§ Problem details: Figure out how many lines of the listing include the string "from"; the reply is only that number.

■ ■ ■ ■

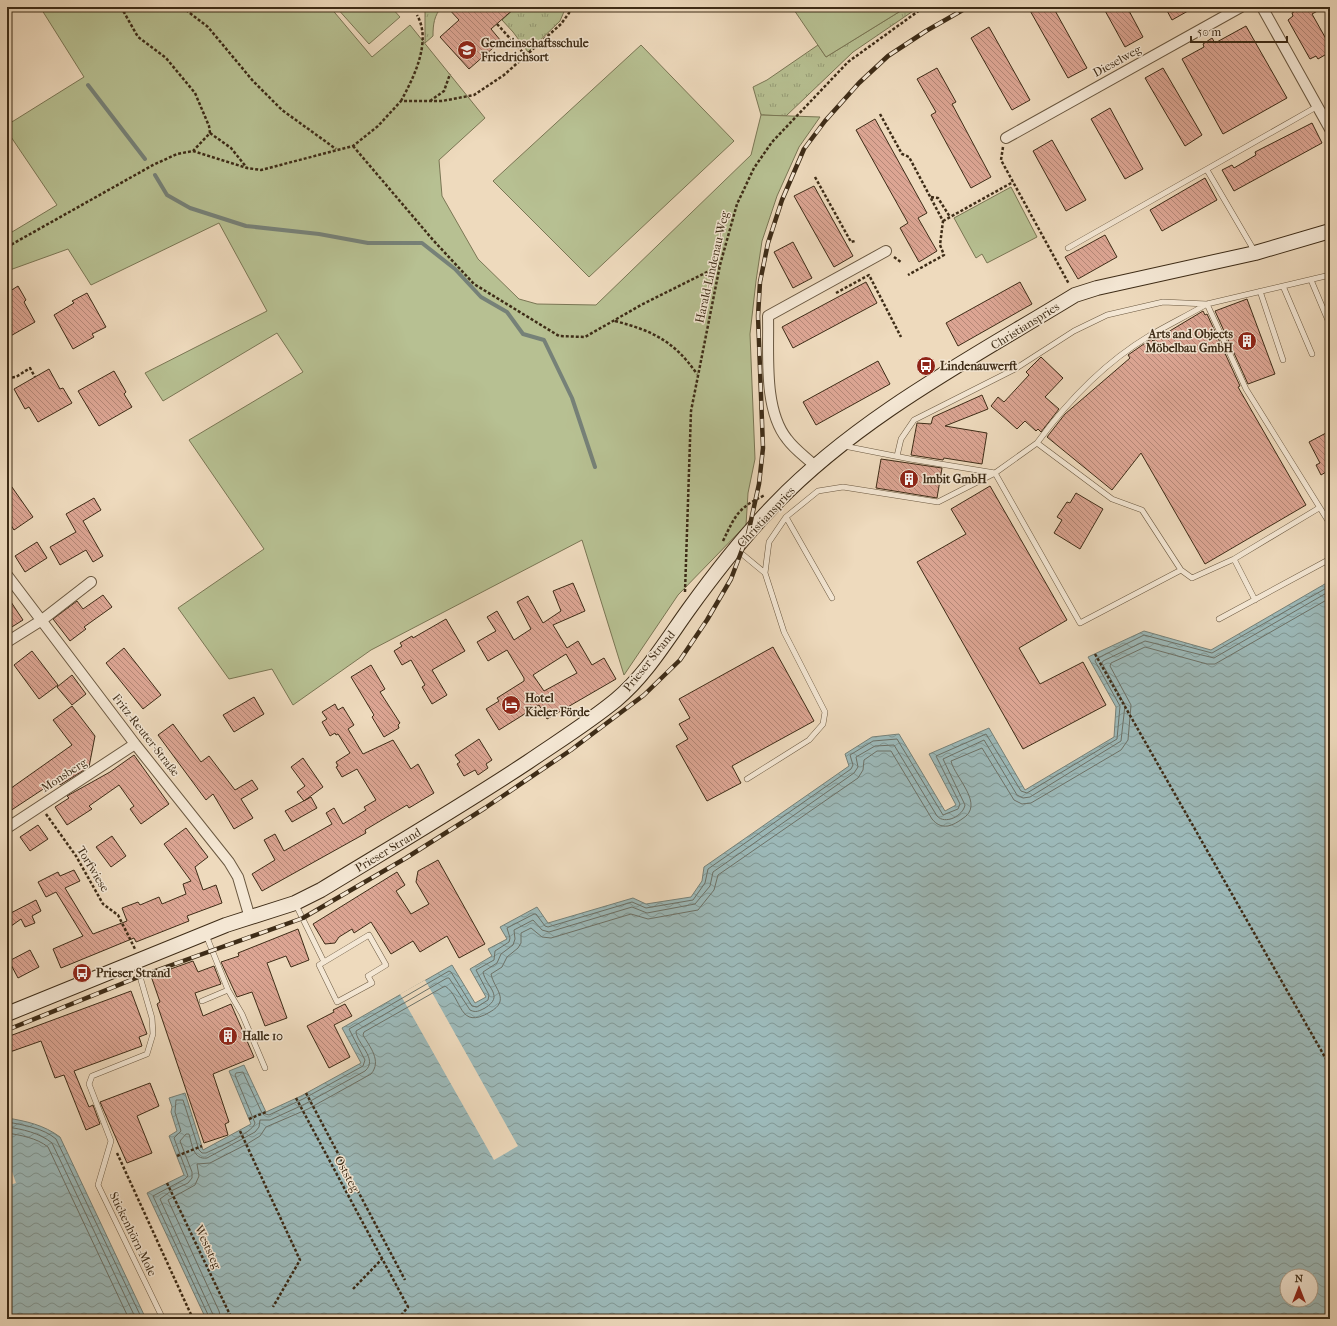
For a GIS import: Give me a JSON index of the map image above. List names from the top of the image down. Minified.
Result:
{"streets":{"street":["Dieselweg","Christianspries","Prieser Strand","Fritz-Reuter-Straße","Monsberg"],"lane":["Stickenhörn-Mole"],"path":["Harald-Lindenau-Weg","Torfwiese","Oststeg","Weststeg"]},"crossings":[["Harald-Lindenau-Weg","Christianspries"],["Harald-Lindenau-Weg","Prieser Strand"],["Christianspries","Prieser Strand"],["Prieser Strand","Fritz-Reuter-Straße"],["Prieser Strand","Torfwiese"],["Fritz-Reuter-Straße","Monsberg"],["Monsberg","Torfwiese"]],"places":{"school or university":["Gemeinschaftsschule Friedrichsort"],"building":["Arts and Objects Möbelbau GmbH","lmbit GmbH","Halle 10"],"bus stop":["Lindenauwerft","Prieser Strand"],"hotel":["Hotel Kieler Förde"]},"scale_bar":"50 m","north":"top"}
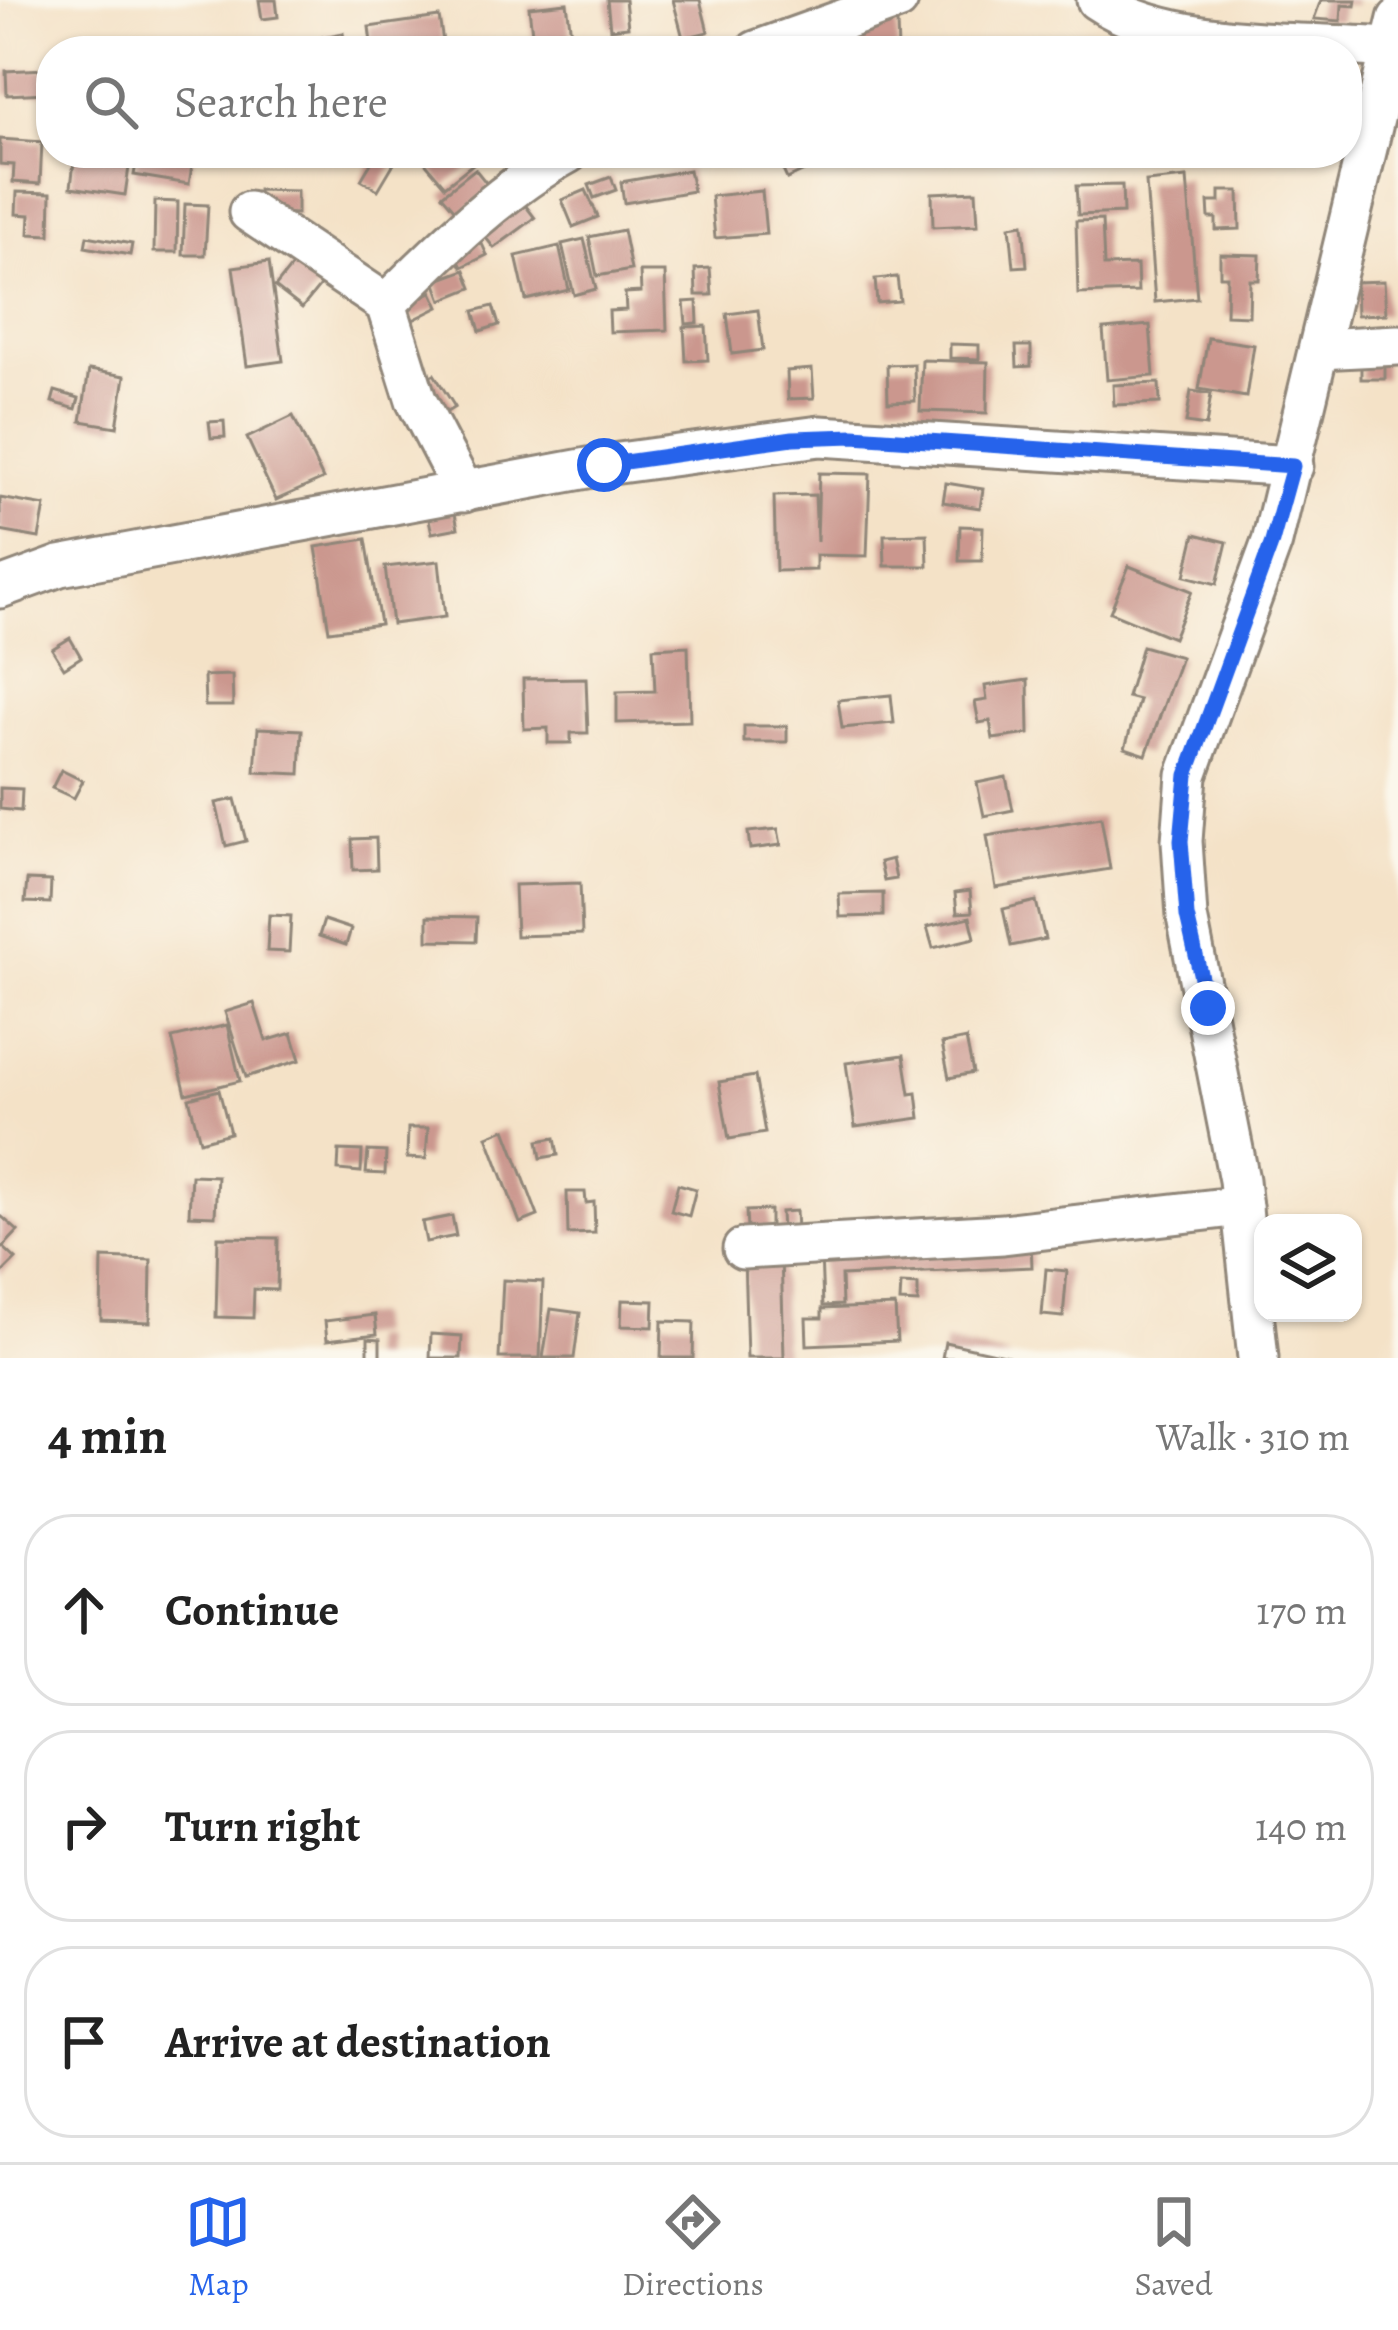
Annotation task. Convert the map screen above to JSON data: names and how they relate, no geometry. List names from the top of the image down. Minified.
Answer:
{"page":{"search":"Search here","heading":["4 min","Walk · 310 m"],"list":[["Continue","170 m"],["Turn right","140 m"],"Arrive at destination"],"nav":["Map","Directions","Saved"]}}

■ ■ ■ ■

§ Written solution: 2